Dataset excerpts:
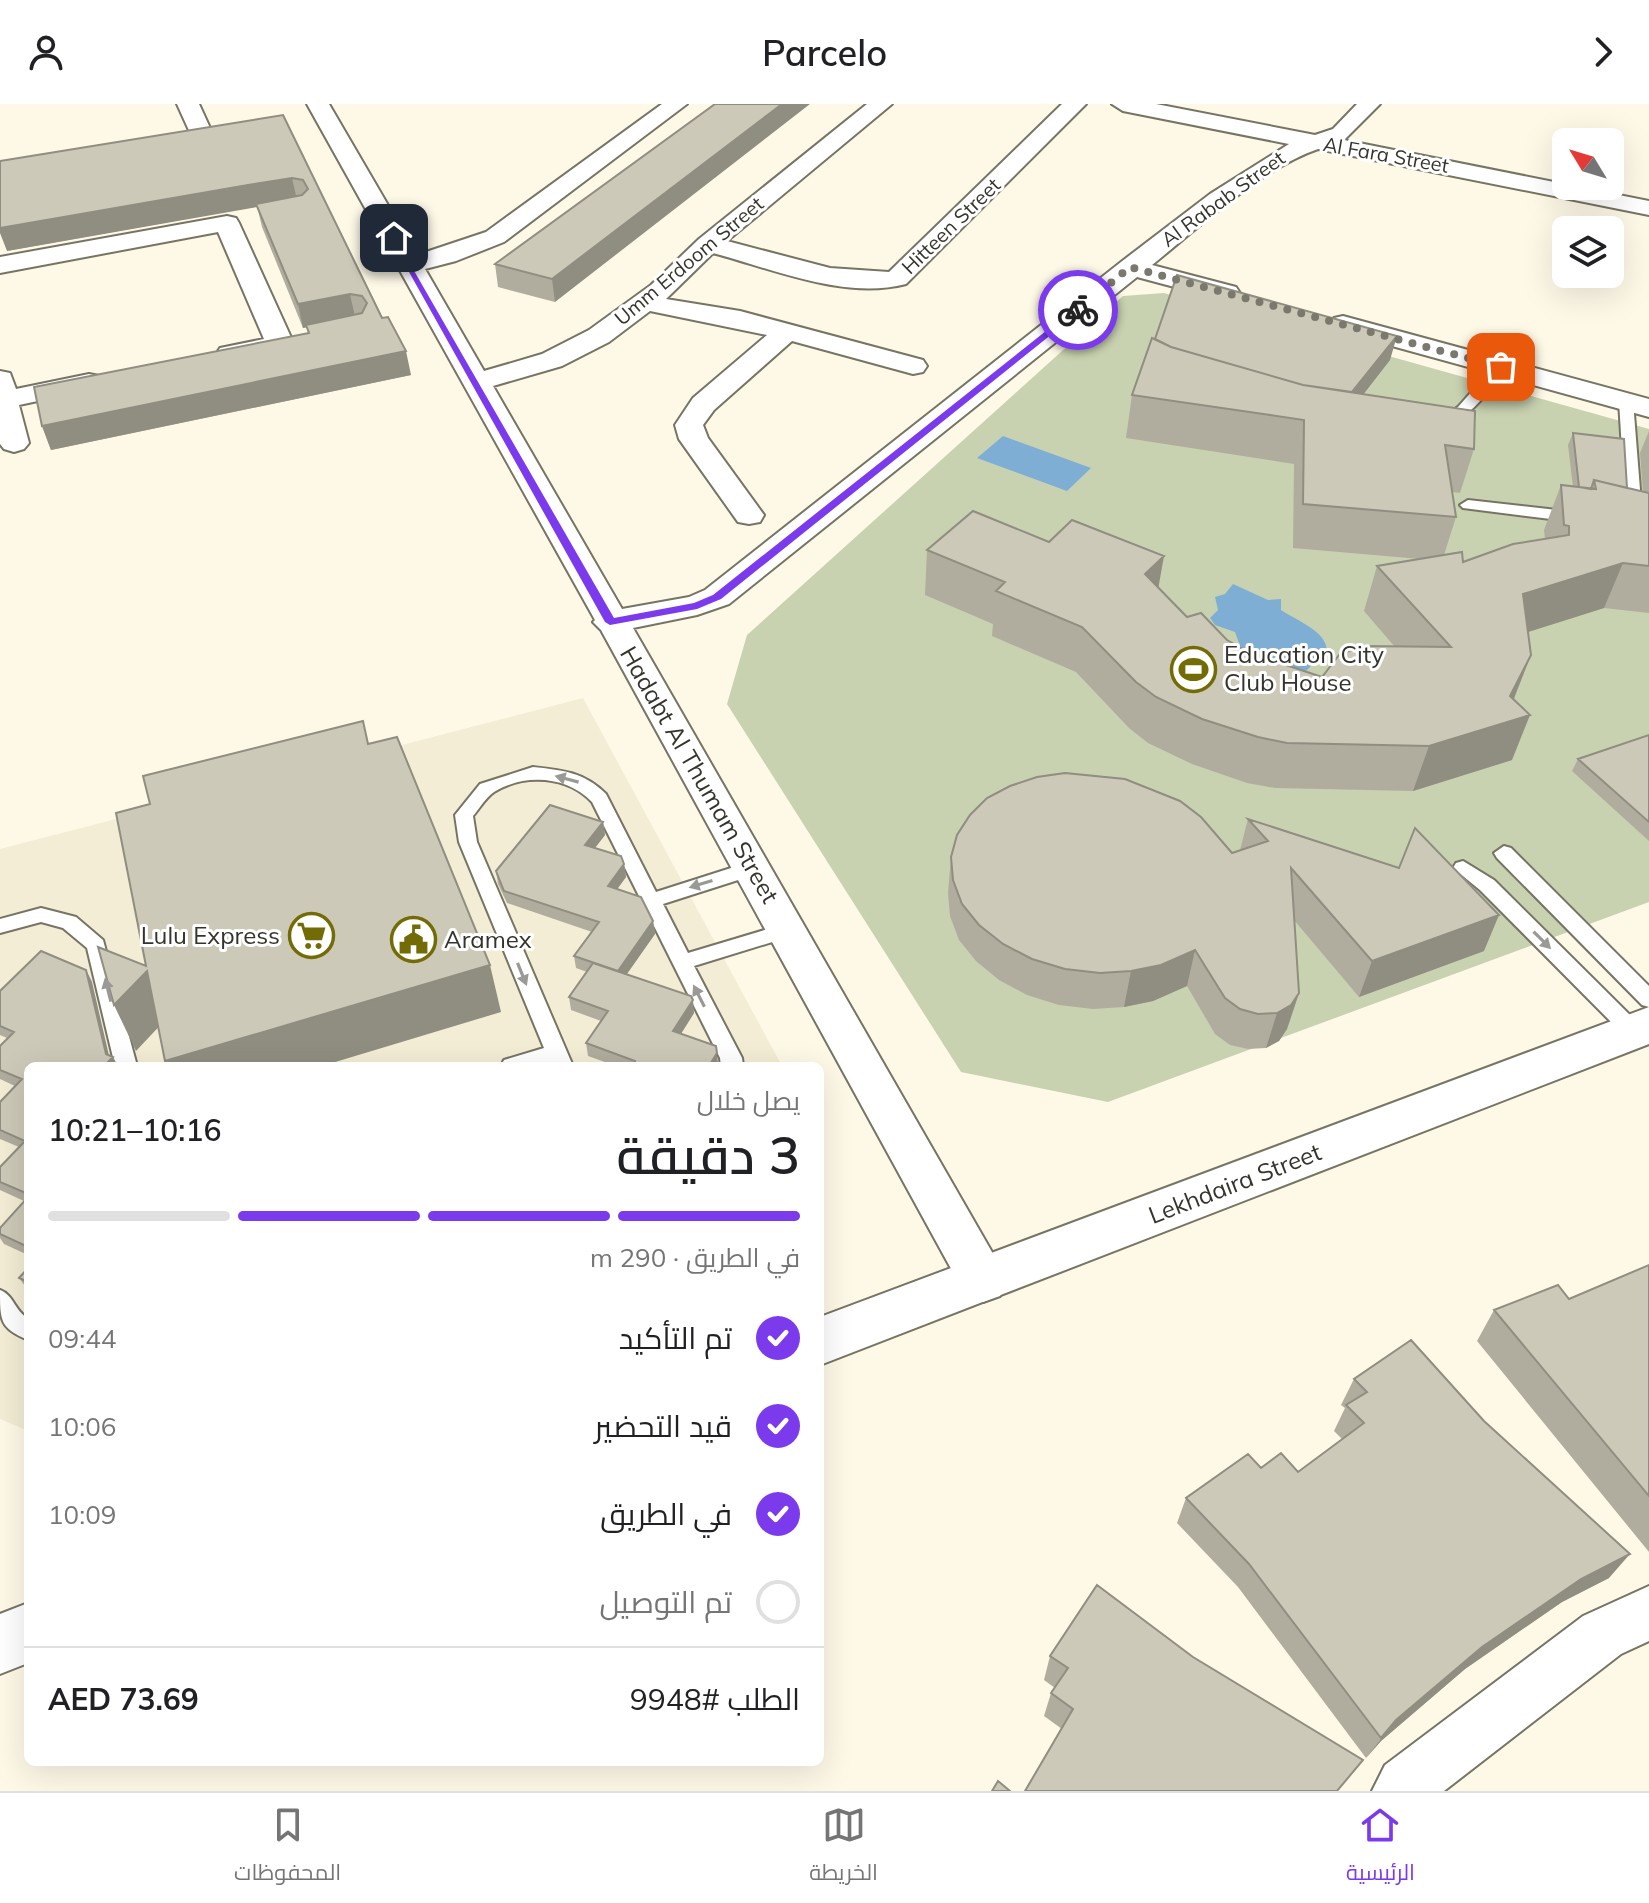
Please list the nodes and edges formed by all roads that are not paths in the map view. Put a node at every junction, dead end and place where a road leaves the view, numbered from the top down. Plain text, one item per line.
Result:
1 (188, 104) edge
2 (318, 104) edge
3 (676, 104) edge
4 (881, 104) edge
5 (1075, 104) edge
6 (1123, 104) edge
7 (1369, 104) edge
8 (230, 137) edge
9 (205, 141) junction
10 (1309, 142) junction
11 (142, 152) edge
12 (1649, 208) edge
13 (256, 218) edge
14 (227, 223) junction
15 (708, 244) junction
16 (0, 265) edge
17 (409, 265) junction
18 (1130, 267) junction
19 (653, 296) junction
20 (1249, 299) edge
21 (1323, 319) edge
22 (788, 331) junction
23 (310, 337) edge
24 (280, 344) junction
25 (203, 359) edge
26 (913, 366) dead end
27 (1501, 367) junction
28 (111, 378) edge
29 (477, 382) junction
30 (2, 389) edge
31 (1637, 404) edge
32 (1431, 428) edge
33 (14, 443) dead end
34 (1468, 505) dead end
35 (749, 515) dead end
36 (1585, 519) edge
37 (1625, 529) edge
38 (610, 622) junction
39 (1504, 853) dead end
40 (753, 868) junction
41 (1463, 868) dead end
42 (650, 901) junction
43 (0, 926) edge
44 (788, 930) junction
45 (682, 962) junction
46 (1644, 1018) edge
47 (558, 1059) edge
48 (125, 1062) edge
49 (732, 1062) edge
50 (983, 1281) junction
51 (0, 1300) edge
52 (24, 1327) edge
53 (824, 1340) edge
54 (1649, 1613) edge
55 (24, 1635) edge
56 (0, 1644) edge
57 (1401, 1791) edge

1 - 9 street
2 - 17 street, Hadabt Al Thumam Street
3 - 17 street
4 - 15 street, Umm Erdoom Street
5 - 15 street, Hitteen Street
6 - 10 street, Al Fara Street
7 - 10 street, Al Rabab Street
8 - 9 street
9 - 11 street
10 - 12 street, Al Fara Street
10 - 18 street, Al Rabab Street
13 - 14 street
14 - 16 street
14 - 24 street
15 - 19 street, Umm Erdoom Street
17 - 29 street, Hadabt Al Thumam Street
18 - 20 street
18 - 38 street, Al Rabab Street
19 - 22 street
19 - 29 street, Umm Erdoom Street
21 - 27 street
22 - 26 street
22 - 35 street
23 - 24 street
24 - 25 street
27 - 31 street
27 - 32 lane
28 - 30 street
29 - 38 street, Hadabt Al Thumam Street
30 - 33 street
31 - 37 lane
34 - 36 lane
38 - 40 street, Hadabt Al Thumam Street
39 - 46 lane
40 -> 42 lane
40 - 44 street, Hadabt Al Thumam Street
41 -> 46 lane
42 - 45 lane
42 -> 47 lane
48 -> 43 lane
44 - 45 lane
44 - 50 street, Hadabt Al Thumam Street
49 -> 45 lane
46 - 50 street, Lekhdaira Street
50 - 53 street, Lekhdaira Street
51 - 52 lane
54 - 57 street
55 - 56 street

WORK INSTRUCTION |
Look through the entries for lines containing the word "Lekhdaira" and return each one.

TASK ANSWER |
46 - 50 street, Lekhdaira Street
50 - 53 street, Lekhdaira Street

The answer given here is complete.